Collected data
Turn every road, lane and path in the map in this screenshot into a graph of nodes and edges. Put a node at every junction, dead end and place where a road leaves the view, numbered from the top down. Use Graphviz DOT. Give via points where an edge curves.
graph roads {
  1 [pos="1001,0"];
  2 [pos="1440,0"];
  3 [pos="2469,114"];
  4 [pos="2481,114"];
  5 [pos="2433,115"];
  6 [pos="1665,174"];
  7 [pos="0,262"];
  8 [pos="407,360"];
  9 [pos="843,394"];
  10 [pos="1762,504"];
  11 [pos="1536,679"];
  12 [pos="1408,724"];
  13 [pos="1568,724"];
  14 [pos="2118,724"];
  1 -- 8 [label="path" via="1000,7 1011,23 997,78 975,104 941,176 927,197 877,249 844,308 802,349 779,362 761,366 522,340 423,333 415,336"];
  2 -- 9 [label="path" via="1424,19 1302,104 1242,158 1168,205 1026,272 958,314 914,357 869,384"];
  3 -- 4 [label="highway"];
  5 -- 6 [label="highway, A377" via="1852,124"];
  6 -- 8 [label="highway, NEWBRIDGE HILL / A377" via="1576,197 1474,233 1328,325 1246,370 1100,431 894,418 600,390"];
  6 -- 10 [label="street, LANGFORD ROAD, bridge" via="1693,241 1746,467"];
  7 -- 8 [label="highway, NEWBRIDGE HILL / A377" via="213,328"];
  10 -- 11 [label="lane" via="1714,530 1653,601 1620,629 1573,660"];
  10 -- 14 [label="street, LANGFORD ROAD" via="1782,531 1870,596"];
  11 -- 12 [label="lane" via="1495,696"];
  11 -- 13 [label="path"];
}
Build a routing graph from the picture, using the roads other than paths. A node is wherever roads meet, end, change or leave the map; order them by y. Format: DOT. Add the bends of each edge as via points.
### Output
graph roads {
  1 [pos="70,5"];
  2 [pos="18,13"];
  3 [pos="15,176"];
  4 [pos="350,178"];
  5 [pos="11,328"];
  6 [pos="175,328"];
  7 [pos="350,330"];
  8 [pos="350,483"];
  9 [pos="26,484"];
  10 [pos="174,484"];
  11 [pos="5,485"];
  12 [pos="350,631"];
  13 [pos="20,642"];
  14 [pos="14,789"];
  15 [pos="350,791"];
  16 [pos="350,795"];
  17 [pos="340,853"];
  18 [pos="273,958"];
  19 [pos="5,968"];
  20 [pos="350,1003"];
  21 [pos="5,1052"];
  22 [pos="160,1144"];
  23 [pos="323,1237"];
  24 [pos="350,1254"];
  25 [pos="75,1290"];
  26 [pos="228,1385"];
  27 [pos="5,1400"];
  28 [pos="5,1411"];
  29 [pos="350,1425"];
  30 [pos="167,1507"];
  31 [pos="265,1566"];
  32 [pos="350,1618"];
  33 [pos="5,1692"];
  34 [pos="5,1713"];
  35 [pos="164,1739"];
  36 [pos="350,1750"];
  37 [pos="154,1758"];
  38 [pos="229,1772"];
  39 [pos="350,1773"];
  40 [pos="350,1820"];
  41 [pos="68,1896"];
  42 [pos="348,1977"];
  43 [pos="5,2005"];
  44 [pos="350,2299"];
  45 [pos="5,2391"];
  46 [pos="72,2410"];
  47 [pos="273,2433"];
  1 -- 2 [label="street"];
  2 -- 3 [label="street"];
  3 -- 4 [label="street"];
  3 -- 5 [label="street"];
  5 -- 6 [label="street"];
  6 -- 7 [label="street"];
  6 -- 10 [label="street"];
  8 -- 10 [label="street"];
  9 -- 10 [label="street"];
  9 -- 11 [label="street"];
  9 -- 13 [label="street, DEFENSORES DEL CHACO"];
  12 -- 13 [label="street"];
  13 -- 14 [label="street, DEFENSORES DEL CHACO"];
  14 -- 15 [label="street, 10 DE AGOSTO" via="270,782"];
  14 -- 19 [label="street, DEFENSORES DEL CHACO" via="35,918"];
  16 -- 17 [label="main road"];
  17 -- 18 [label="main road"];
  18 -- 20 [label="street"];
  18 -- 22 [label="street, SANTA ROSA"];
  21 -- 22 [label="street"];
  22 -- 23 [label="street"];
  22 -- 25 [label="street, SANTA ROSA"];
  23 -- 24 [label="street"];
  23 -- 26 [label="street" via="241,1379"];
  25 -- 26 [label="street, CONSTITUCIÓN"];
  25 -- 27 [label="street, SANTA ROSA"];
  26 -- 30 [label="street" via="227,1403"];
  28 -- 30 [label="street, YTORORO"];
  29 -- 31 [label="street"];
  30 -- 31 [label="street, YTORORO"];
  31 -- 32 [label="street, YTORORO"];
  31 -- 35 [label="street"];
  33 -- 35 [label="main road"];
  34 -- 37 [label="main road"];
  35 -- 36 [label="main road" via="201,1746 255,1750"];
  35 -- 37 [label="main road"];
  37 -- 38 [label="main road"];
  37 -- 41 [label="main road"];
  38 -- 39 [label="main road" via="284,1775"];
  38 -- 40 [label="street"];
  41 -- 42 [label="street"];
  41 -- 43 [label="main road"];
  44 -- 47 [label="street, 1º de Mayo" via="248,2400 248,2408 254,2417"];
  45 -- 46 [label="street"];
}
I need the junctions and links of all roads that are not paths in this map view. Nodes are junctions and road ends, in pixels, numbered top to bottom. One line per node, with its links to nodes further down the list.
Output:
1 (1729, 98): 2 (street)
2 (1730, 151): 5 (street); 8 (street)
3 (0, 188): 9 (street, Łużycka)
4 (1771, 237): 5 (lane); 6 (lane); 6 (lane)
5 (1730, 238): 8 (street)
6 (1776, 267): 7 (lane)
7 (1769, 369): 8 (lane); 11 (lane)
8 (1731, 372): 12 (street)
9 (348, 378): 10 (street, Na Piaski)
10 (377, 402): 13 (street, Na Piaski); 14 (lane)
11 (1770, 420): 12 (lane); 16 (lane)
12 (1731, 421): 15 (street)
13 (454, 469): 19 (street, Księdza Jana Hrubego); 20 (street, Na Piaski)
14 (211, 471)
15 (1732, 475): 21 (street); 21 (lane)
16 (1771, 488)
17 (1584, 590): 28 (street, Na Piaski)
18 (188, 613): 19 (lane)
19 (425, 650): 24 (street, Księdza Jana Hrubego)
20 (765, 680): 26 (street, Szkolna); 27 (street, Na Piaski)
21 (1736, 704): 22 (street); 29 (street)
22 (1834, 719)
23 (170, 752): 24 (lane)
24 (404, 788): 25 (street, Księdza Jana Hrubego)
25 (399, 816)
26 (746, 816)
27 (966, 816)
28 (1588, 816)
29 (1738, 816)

What you should do
Among the lines above, find those holding "lane" and copy each one.

Answer section
Turn every road, lane and path in the map in this screenshot into a graph of nodes and edges. Put a node at every junction, dead end and place where a road leaves the view, numbered from the top down. Use Graphviz DOT. Give via points where an edge curves.
  10 -- 11 [label="lane" via="1714,530 1653,601 1620,629 1573,660"];
  11 -- 12 [label="lane" via="1495,696"];
4 (1771, 237): 5 (lane); 6 (lane); 6 (lane)
6 (1776, 267): 7 (lane)
7 (1769, 369): 8 (lane); 11 (lane)
10 (377, 402): 13 (street, Na Piaski); 14 (lane)
11 (1770, 420): 12 (lane); 16 (lane)
15 (1732, 475): 21 (street); 21 (lane)
18 (188, 613): 19 (lane)
23 (170, 752): 24 (lane)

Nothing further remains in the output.